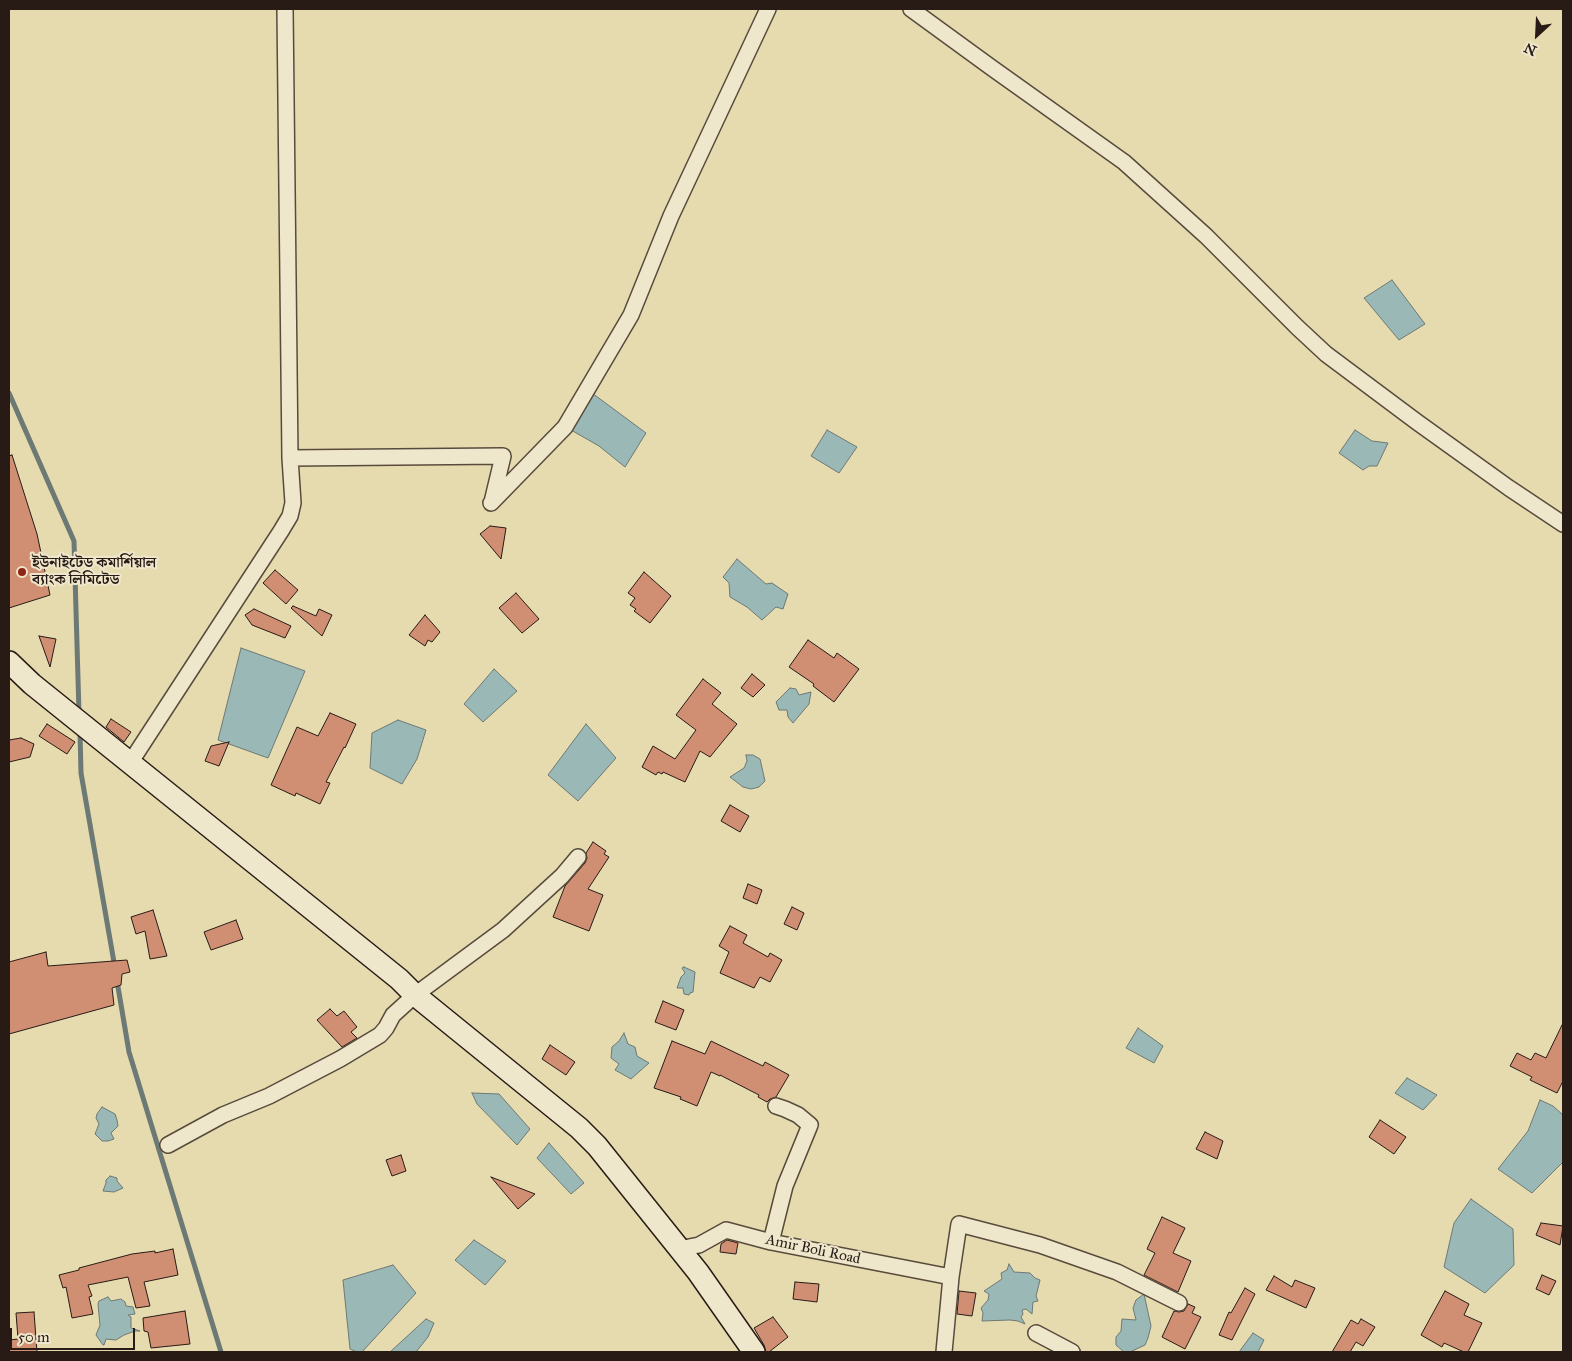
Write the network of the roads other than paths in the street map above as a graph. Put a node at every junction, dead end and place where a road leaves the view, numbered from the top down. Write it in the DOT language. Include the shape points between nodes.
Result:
graph roads {
  1 [pos="285,9"];
  2 [pos="768,9"];
  3 [pos="911,9"];
  4 [pos="290,458"];
  5 [pos="1563,524"];
  6 [pos="9,662"];
  7 [pos="9,676"];
  8 [pos="32,684"];
  9 [pos="130,763"];
  10 [pos="578,857"];
  11 [pos="415,995"];
  12 [pos="776,1106"];
  13 [pos="168,1145"];
  14 [pos="771,1242"];
  15 [pos="679,1249"];
  16 [pos="951,1277"];
  17 [pos="1179,1303"];
  18 [pos="1036,1333"];
  19 [pos="754,1352"];
  20 [pos="944,1352"];
  21 [pos="1072,1352"];
  1 -- 4 [label="street"];
  2 -- 4 [label="street" via="671,216 631,315 565,427 492,503 503,456"];
  3 -- 5 [label="street" via="1124,162 1206,236 1326,354"];
  4 -- 9 [label="street" via="293,503 290,516"];
  6 -- 8 [label="main road"];
  7 -- 8 [label="main road"];
  8 -- 9 [label="main road"];
  9 -- 11 [label="main road" via="391,972"];
  10 -- 11 [label="street" via="503,930"];
  11 -- 13 [label="street" via="393,1016 380,1035 269,1096 223,1115"];
  11 -- 15 [label="main road" via="585,1134"];
  12 -- 14 [label="street" via="798,1115 810,1125 785,1186"];
  14 -- 15 [label="street, Amir Boli Road" via="726,1230 699,1245"];
  14 -- 16 [label="street, Amir Boli Road"];
  15 -- 19 [label="main road"];
  16 -- 17 [label="street" via="959,1224 1040,1245 1117,1272"];
  16 -- 20 [label="street"];
  18 -- 21 [label="street"];
}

──────────

What needs to be done:
Could you restate the material word for word, skipping any pictures it holds?

Answer for this exercise:
Write the network of the roads other than paths in the street map above as a graph. Put a node at every junction, dead end and place where a road leaves the view, numbered from the top down. Write it in the DOT language. Include the shape points between nodes.
Result:
graph roads {
  1 [pos="285,9"];
  2 [pos="768,9"];
  3 [pos="911,9"];
  4 [pos="290,458"];
  5 [pos="1563,524"];
  6 [pos="9,662"];
  7 [pos="9,676"];
  8 [pos="32,684"];
  9 [pos="130,763"];
  10 [pos="578,857"];
  11 [pos="415,995"];
  12 [pos="776,1106"];
  13 [pos="168,1145"];
  14 [pos="771,1242"];
  15 [pos="679,1249"];
  16 [pos="951,1277"];
  17 [pos="1179,1303"];
  18 [pos="1036,1333"];
  19 [pos="754,1352"];
  20 [pos="944,1352"];
  21 [pos="1072,1352"];
  1 -- 4 [label="street"];
  2 -- 4 [label="street" via="671,216 631,315 565,427 492,503 503,456"];
  3 -- 5 [label="street" via="1124,162 1206,236 1326,354"];
  4 -- 9 [label="street" via="293,503 290,516"];
  6 -- 8 [label="main road"];
  7 -- 8 [label="main road"];
  8 -- 9 [label="main road"];
  9 -- 11 [label="main road" via="391,972"];
  10 -- 11 [label="street" via="503,930"];
  11 -- 13 [label="street" via="393,1016 380,1035 269,1096 223,1115"];
  11 -- 15 [label="main road" via="585,1134"];
  12 -- 14 [label="street" via="798,1115 810,1125 785,1186"];
  14 -- 15 [label="street, Amir Boli Road" via="726,1230 699,1245"];
  14 -- 16 [label="street, Amir Boli Road"];
  15 -- 19 [label="main road"];
  16 -- 17 [label="street" via="959,1224 1040,1245 1117,1272"];
  16 -- 20 [label="street"];
  18 -- 21 [label="street"];
}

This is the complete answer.